(Beginning of DATA SECTION)

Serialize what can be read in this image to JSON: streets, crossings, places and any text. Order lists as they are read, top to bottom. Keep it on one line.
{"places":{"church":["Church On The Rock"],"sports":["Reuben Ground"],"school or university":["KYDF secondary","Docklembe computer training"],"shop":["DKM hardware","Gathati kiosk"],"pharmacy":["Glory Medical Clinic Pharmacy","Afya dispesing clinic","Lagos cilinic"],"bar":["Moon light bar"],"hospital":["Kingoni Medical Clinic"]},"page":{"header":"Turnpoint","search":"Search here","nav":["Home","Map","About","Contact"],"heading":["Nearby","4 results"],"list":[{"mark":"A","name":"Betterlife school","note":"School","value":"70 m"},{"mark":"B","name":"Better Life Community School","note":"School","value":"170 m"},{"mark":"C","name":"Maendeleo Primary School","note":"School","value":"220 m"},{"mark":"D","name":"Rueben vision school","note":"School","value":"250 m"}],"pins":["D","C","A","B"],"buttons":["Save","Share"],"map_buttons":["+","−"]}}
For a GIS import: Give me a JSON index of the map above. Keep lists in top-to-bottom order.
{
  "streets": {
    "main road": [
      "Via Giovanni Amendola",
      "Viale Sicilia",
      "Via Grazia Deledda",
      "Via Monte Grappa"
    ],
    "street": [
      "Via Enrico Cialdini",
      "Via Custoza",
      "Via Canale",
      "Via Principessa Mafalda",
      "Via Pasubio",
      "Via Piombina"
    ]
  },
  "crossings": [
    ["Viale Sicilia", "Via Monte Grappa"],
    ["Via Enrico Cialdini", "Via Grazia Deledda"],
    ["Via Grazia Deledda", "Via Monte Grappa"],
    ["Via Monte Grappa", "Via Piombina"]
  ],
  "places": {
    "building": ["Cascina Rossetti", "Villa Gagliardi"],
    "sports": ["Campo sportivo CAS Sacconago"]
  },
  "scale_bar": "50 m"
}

(End of DATA SECTION)

Each of the entries must be set down again exactly.

▶ _ANSWER TO THE PROBLEM_:
Serialize what can be read in this image to JSON: streets, crossings, places and any text. Order lists as they are read, top to bottom. Keep it on one line.
{"places":{"church":["Church On The Rock"],"sports":["Reuben Ground"],"school or university":["KYDF secondary","Docklembe computer training"],"shop":["DKM hardware","Gathati kiosk"],"pharmacy":["Glory Medical Clinic Pharmacy","Afya dispesing clinic","Lagos cilinic"],"bar":["Moon light bar"],"hospital":["Kingoni Medical Clinic"]},"page":{"header":"Turnpoint","search":"Search here","nav":["Home","Map","About","Contact"],"heading":["Nearby","4 results"],"list":[{"mark":"A","name":"Betterlife school","note":"School","value":"70 m"},{"mark":"B","name":"Better Life Community School","note":"School","value":"170 m"},{"mark":"C","name":"Maendeleo Primary School","note":"School","value":"220 m"},{"mark":"D","name":"Rueben vision school","note":"School","value":"250 m"}],"pins":["D","C","A","B"],"buttons":["Save","Share"],"map_buttons":["+","−"]}}
For a GIS import: Give me a JSON index of the map above. Keep lists in top-to-bottom order.
{
  "streets": {
    "main road": [
      "Via Giovanni Amendola",
      "Viale Sicilia",
      "Via Grazia Deledda",
      "Via Monte Grappa"
    ],
    "street": [
      "Via Enrico Cialdini",
      "Via Custoza",
      "Via Canale",
      "Via Principessa Mafalda",
      "Via Pasubio",
      "Via Piombina"
    ]
  },
  "crossings": [
    ["Viale Sicilia", "Via Monte Grappa"],
    ["Via Enrico Cialdini", "Via Grazia Deledda"],
    ["Via Grazia Deledda", "Via Monte Grappa"],
    ["Via Monte Grappa", "Via Piombina"]
  ],
  "places": {
    "building": ["Cascina Rossetti", "Villa Gagliardi"],
    "sports": ["Campo sportivo CAS Sacconago"]
  },
  "scale_bar": "50 m"
}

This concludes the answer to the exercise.